_Stored items:_
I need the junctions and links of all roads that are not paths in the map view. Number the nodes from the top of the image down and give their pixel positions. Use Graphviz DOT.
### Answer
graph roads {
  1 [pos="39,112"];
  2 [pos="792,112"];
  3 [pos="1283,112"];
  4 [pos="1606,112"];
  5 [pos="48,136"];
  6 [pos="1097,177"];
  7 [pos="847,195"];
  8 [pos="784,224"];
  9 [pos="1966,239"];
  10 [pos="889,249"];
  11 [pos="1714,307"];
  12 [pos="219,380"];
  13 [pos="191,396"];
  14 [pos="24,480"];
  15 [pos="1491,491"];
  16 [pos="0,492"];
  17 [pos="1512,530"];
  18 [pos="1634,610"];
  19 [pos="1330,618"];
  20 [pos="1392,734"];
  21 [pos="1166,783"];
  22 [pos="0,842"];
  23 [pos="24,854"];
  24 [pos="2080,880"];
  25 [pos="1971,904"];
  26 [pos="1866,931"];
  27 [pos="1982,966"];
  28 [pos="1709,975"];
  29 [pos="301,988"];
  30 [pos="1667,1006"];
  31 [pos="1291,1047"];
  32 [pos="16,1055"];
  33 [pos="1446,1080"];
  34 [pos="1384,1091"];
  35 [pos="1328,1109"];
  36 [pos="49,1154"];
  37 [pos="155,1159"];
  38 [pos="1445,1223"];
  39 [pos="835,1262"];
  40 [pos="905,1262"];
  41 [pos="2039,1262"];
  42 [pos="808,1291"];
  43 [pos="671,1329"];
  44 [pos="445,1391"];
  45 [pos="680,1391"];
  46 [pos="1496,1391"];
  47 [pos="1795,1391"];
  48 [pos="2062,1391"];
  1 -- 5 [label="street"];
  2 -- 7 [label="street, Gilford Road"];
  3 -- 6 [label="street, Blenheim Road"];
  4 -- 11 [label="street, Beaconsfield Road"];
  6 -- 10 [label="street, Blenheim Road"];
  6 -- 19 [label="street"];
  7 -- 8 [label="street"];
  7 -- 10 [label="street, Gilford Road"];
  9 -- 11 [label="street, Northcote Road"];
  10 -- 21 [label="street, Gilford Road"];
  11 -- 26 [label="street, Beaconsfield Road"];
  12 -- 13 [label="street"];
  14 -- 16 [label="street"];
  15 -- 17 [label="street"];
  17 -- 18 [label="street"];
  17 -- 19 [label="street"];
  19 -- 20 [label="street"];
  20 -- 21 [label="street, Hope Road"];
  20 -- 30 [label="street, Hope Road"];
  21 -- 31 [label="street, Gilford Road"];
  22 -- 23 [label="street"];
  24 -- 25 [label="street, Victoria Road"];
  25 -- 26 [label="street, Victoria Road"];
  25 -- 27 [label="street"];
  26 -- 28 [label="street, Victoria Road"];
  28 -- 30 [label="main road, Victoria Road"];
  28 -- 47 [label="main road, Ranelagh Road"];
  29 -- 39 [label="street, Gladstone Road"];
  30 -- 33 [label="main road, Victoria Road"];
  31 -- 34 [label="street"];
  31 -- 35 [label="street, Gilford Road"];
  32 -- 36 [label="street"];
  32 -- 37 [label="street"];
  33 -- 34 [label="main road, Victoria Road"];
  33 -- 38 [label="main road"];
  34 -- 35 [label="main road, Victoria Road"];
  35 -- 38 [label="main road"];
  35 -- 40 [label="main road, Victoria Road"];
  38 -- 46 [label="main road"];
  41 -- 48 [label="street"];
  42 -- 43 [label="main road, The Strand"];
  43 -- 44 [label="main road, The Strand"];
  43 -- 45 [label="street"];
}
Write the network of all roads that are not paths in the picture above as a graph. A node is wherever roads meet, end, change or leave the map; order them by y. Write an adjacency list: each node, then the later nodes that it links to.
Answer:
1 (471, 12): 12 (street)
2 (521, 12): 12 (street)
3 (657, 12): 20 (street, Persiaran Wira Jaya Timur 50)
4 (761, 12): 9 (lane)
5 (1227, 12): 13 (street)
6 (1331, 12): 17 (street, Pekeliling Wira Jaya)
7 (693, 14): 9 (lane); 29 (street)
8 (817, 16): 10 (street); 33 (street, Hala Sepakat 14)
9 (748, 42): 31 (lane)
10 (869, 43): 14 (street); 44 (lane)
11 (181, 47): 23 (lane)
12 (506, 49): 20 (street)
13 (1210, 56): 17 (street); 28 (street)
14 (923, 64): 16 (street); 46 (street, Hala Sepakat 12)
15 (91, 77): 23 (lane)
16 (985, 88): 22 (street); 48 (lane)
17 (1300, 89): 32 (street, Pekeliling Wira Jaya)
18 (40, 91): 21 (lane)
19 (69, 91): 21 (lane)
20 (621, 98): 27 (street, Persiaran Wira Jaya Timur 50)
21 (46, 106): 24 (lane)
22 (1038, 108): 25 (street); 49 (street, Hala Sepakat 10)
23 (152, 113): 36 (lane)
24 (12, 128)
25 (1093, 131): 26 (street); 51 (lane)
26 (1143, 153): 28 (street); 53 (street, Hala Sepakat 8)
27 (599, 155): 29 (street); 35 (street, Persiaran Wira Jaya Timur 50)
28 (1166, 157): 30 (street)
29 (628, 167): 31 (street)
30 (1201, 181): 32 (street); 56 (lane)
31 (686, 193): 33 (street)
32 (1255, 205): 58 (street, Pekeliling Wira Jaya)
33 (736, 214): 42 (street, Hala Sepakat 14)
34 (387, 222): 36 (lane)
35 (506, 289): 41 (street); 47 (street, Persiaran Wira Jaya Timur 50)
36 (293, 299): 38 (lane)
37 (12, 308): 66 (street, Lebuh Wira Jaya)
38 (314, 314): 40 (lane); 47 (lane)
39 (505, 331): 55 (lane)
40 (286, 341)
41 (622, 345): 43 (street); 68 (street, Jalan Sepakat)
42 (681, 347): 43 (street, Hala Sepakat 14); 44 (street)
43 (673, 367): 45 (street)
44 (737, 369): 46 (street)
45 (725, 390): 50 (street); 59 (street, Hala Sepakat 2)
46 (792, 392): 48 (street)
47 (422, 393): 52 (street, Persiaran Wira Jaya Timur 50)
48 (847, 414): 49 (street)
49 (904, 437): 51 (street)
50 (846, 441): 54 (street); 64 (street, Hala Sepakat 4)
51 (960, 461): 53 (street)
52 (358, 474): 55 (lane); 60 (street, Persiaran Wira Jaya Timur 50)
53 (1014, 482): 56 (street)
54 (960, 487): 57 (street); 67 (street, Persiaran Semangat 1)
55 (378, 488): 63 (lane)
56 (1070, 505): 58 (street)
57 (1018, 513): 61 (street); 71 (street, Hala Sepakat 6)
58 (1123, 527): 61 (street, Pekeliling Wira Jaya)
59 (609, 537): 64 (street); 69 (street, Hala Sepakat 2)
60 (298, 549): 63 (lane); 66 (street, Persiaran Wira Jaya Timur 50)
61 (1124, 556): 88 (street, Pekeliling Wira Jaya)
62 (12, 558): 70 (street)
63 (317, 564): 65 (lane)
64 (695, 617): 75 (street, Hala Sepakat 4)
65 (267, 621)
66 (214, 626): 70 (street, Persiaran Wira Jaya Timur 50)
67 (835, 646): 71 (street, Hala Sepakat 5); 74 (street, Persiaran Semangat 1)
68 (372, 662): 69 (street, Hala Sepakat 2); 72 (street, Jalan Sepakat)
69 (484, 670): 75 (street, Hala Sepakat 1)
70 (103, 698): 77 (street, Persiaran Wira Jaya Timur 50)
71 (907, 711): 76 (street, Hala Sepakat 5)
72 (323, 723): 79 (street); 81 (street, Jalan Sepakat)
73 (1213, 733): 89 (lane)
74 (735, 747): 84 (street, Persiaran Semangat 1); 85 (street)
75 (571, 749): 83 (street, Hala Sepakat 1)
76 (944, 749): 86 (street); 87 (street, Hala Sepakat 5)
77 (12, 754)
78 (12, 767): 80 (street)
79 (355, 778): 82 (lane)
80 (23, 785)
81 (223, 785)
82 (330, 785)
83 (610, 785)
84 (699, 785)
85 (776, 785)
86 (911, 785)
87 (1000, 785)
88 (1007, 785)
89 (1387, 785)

_PROMPT:_
What lines in the records contain the word "Pekeliling"? Return each one.

_TASK SOLUTION:_
6 (1331, 12): 17 (street, Pekeliling Wira Jaya)
17 (1300, 89): 32 (street, Pekeliling Wira Jaya)
32 (1255, 205): 58 (street, Pekeliling Wira Jaya)
58 (1123, 527): 61 (street, Pekeliling Wira Jaya)
61 (1124, 556): 88 (street, Pekeliling Wira Jaya)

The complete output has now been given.